These days, retrocomputing is a popular topic. It’s fun to explore old systems and experience what it was like to run classic systems like DOS. DOS had a lot of great applications and games, which is why it had such staying power during it’s time. A growing trend is retroprogramming where developers create programs on these retro systems using classic tools, with all the limitations that go with running an operating system from the 1980s.

During the 1980s and in the 1990s, one popular development platform for building DOS applications was Borland Turbo C and Turbo C/C++. Some years ago, Borland released both of these (plus Turbo Pascal) for free via their “Museum” website. Later, Embarcadero acquired Borland, but maintained the Museum, now under the name “Code Central.” You can still find these classic programs on the CC website, but you’ll need to set up a free account to download them. Both Turbo C 2.01 and its successor, Turbo C/C++ 1.01, are listed on the CC popular downloads page, for example.

Borland C/C++ 1.01 runs great on FreeDOS, although you may need to disable APM with FDAPM /off at the command line. Note that the four arrow keys may produce a “double tap” effect, as though you hit an arrow key twice, depending on your system. This is due to a mix of how the keyboard BIOS worked in later systems and how Borland’s TurboVision managed keyboard input. Using the arrow keys on the ten-key keypad instead is one workaround. If you use QEMU, you can also add -global i8042.kbd-throttle=on to the QEMU command line.

Exploring Turbo C/C++

Released in February 1991 (but with a 1990 copyright date) Borland’s Turbo C/C++ was a modern development system. More than just a compiler, Turbo C/C++ provided an integrated development environment in a small package.
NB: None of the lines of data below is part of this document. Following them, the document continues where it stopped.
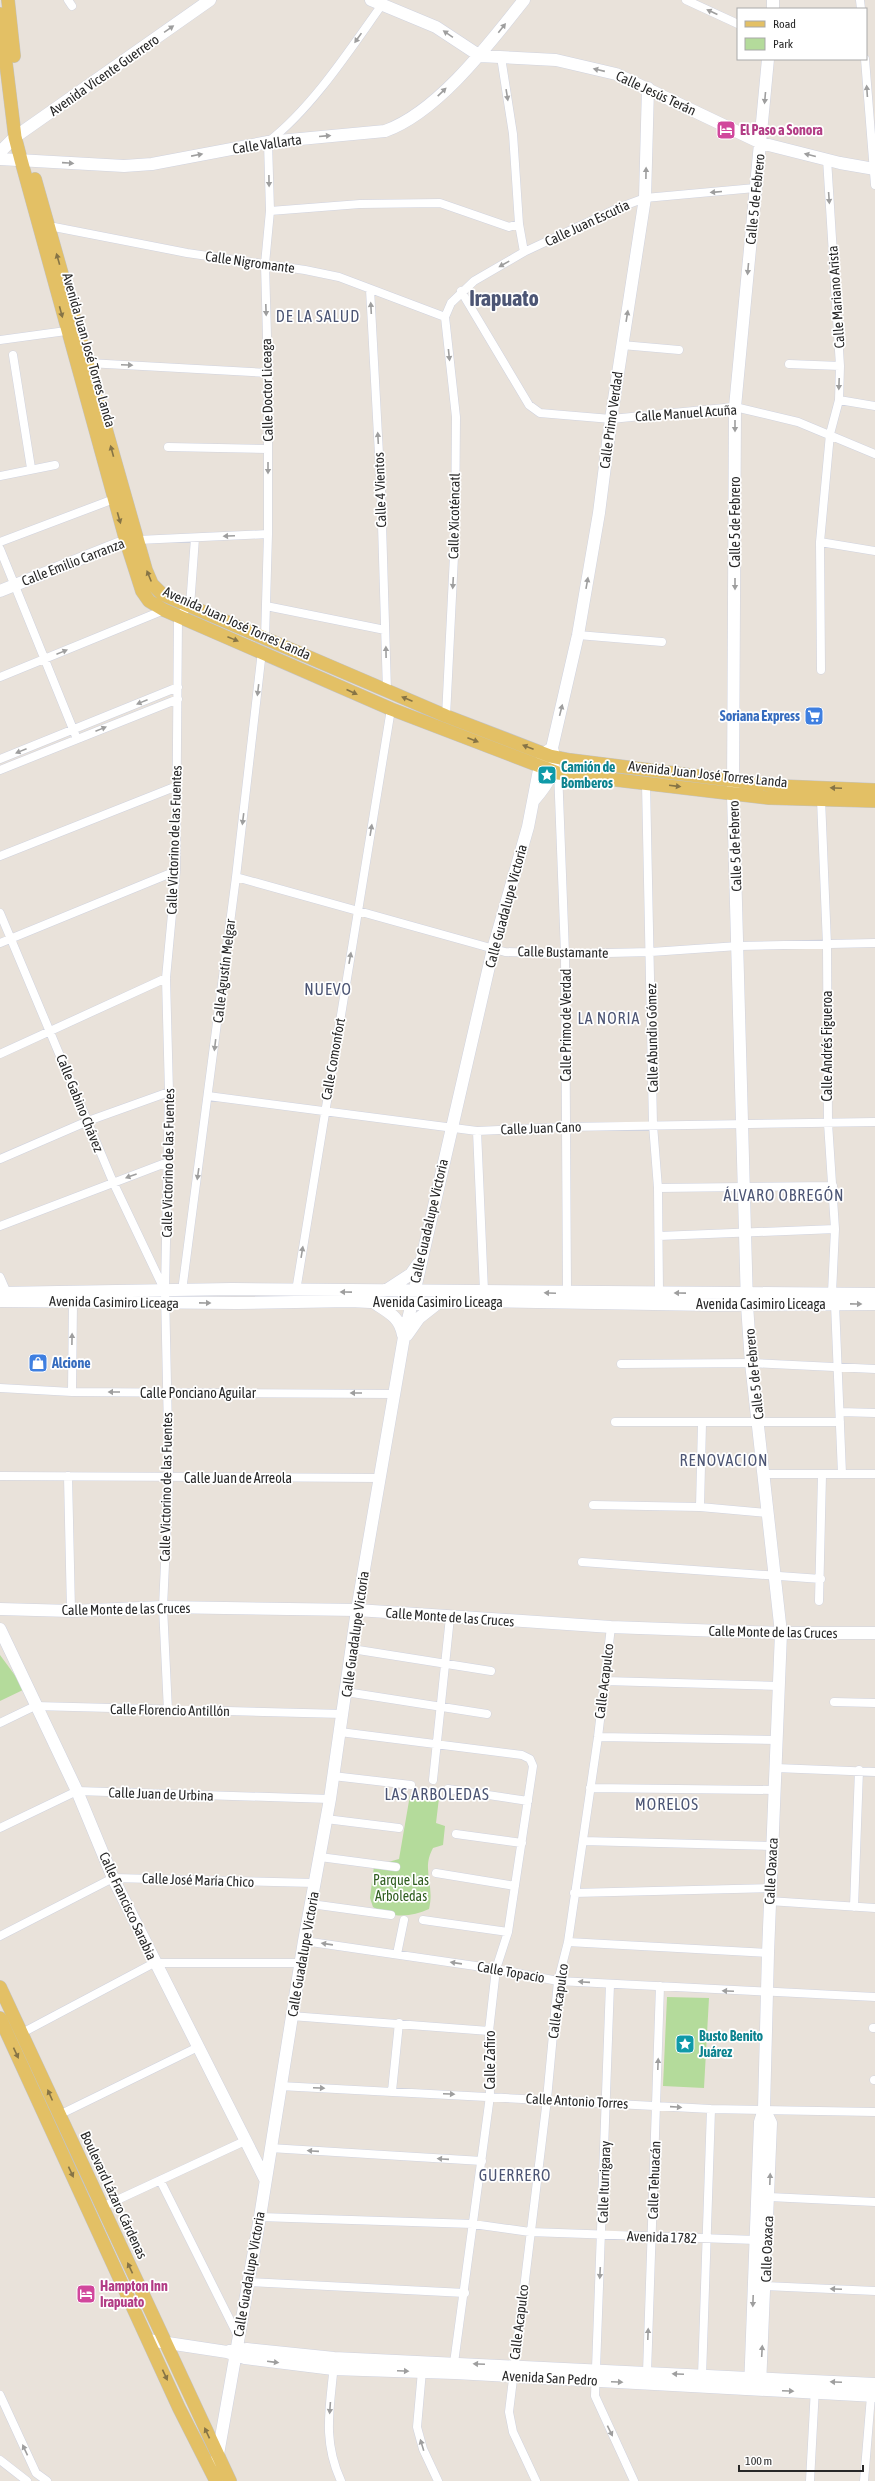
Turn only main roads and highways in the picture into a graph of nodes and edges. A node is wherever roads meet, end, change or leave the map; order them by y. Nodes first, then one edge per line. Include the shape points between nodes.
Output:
1 (8, 0) edge
2 (0, 14) edge
3 (19, 134) junction
4 (25, 160) junction
5 (132, 540) junction
6 (263, 645) junction
7 (550, 756) junction
8 (875, 790) edge
9 (875, 801) edge
10 (0, 1987) edge
11 (0, 2019) edge
12 (215, 2479) edge
13 (230, 2481) edge

1 - 3 main road, Avenida Juan José Torres Landa
2 - 3 main road, Avenida Juan José Torres Landa
3 - 4 main road, Avenida Juan José Torres Landa
5 -> 4 main road, Avenida Juan José Torres Landa via 88,363 49,226
4 -> 5 main road, Avenida Juan José Torres Landa via 66,331 114,499
6 -> 5 main road, Avenida Juan José Torres Landa via 162,594 152,584
5 -> 6 main road, Avenida Juan José Torres Landa via 142,591 149,601 178,616
7 -> 6 main road, Avenida Juan José Torres Landa
6 -> 7 main road, Avenida Juan José Torres Landa via 391,709
8 -> 7 main road, Avenida Juan José Torres Landa via 778,786
7 -> 9 main road, Avenida Juan José Torres Landa via 556,772 769,798
13 -> 10 main road, Boulevard Lázaro Cárdenas
11 -> 12 main road, Boulevard Lázaro Cárdenas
Turbo C/C++ 1.01 running on FreeDOS

Turbo C/C++ included a comprehensive help system with a searchable index. For example, if you wanted to write a program that involved text windows with colors (defined in conio.h) you could bring up the help index and press C to jump ahead to the topics starting with that letter, including the “conio.h” entry. Navigate to the topic you want to learn about using the arrow keys or tab, and hit Enter to see details.
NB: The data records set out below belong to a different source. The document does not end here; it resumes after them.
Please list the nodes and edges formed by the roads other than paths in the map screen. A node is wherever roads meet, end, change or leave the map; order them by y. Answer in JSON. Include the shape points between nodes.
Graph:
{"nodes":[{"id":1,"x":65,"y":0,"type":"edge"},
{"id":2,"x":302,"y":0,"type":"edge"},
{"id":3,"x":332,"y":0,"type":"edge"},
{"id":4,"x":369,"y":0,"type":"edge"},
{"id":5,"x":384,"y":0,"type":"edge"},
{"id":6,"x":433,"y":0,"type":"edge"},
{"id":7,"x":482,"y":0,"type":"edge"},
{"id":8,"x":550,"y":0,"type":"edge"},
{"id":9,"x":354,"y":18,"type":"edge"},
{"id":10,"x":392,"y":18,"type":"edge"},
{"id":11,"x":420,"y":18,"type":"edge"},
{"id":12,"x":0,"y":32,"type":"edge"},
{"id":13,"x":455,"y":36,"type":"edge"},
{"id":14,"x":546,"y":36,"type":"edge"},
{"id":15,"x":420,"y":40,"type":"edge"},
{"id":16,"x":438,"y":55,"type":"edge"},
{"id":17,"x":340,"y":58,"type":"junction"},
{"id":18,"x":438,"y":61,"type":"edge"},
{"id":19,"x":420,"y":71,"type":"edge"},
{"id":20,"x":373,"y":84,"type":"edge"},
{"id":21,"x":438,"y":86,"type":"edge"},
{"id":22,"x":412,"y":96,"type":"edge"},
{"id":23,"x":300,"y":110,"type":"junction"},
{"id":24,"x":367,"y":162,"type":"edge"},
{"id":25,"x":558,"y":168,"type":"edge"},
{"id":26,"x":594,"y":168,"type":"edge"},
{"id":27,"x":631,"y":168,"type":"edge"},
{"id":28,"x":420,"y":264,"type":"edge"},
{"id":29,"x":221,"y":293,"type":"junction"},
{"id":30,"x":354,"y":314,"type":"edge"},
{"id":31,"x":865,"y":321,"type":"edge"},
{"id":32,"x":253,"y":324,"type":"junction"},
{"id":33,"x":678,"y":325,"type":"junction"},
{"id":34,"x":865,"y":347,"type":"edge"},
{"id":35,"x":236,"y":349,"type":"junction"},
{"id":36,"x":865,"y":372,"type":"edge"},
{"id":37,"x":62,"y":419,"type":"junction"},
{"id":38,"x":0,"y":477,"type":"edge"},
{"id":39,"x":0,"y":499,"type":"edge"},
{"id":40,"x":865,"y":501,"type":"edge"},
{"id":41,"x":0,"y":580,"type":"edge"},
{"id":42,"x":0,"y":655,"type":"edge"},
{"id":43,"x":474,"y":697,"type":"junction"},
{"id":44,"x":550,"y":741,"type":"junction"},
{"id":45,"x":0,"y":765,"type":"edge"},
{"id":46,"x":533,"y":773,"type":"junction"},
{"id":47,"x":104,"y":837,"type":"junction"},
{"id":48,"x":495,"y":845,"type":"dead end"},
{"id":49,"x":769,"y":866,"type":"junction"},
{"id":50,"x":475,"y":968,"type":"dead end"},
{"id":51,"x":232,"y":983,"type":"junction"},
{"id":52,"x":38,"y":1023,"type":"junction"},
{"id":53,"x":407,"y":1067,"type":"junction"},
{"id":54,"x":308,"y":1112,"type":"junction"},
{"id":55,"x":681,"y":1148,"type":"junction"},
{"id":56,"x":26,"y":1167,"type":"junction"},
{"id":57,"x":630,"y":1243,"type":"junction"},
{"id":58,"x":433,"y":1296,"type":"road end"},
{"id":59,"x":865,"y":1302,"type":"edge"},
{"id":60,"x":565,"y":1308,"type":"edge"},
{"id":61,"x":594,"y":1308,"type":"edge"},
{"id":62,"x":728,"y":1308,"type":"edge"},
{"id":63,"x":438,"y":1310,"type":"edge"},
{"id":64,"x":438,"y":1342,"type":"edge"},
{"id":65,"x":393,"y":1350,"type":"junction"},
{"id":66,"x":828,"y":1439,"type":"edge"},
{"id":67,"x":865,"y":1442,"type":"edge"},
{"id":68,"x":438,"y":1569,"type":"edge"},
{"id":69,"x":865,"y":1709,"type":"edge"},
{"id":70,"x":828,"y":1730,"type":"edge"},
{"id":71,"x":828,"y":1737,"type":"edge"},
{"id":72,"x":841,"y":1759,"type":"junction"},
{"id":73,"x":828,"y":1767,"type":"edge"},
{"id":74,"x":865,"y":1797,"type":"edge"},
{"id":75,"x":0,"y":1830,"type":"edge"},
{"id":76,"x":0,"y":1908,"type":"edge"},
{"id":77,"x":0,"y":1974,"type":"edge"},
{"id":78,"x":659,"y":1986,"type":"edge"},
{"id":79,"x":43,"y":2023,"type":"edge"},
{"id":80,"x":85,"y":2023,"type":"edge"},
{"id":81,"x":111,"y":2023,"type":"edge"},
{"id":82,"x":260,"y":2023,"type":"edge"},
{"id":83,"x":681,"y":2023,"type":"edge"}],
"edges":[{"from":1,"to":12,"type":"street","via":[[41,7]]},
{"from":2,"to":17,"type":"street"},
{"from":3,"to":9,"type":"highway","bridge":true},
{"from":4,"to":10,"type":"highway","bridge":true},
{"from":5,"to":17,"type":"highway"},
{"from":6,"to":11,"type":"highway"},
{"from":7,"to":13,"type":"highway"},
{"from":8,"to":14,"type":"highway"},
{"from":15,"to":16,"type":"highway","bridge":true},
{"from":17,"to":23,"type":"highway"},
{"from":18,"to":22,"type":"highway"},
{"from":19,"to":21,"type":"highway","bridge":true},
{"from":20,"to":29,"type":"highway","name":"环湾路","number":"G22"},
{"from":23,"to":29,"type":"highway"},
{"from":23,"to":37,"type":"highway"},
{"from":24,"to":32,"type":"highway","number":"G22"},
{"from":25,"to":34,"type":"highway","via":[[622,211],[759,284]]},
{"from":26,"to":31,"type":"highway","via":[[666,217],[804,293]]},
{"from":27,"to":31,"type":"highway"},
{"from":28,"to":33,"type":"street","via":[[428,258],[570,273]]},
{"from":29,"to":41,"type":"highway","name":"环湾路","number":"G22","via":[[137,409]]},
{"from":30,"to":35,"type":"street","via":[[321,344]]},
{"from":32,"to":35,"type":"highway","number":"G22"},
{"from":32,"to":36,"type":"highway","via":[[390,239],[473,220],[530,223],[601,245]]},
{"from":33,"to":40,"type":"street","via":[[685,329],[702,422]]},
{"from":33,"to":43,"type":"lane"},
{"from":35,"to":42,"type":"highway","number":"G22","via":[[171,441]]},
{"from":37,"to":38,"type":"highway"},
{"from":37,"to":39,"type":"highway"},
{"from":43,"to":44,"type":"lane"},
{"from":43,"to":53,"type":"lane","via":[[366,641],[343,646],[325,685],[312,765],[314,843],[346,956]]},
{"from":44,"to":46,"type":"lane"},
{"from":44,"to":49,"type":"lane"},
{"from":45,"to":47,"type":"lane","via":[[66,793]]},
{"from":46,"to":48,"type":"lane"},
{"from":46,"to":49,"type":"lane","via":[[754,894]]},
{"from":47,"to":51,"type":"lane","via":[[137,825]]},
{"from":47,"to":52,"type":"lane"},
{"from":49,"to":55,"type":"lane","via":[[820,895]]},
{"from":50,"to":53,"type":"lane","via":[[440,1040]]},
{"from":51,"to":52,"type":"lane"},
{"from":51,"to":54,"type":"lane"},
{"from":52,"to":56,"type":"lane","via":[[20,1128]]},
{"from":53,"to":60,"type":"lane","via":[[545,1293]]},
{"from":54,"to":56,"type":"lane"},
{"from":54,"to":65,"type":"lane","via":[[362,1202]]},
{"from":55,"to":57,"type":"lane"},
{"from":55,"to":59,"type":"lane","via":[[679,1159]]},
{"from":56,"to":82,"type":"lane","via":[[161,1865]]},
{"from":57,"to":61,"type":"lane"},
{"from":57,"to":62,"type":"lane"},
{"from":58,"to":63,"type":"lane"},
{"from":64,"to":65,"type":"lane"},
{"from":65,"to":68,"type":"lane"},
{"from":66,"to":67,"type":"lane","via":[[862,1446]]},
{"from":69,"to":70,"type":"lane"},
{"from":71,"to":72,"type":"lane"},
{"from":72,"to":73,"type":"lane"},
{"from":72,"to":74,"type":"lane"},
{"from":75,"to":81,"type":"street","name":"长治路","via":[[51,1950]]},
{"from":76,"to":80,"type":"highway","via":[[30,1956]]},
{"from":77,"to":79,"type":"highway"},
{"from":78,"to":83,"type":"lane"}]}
Showing the ‘conio.h’ entry

The comprehensive help system also included code samples. Continuing with my previous example, you could navigate to the “window” topic to show its syntax, notes, related items, and a programming example.

Program example for the “window” topic

Application development

Writing programs in Turbo C/C++ is a breeze. The IDE follows the PC user interface guidelines that made many DOS applications feel immediately familiar: hit the Alt key to activate the menu, or Alt and a highlighted letter to open a menu, like Alt+F to open the File menu. Navigate through menu items using the up/down arrow keys, or between top-level menus with the left/right arrow keys. Press Enter on a menu item to use it.

Write your program in the editor and you can compile it using the Compile menu. If the build was successful, you’ll see a “Success” message, then you can run your program with the Run action to see if everything works correctly.

Compiling a program using the IDE

You can do all of that without leaving the IDE. That’s peanuts in today’s development environments—but consider that Turbo C/C++ comes from an era when computers measured memory in megabytes, like 16 MB or even 32 MB if you had a lot of money to invest in a computer. Similarly, computers of that age might have had a hard disk that was around 100 MB. My computer in 1990 had an 80 MB hard drive, which I later upgraded to 120 MB in 1991. Yet the Borland IDE—including the compiler, libraries, debugger, tools, and help system—required only about 5.8 MB of disk space.

A test program in Turbo C/C++

Writing DOS programs in Turbo C/C++ is otherwise the same as any other DOS compiler. Note that due to when it was released, Borland C/C++ 1.01 on supports “ANSI C” programming; the original ANSI C standard was ratified in 1989 and published in 1990, so Borland was an early adopter of ANSI C on DOS.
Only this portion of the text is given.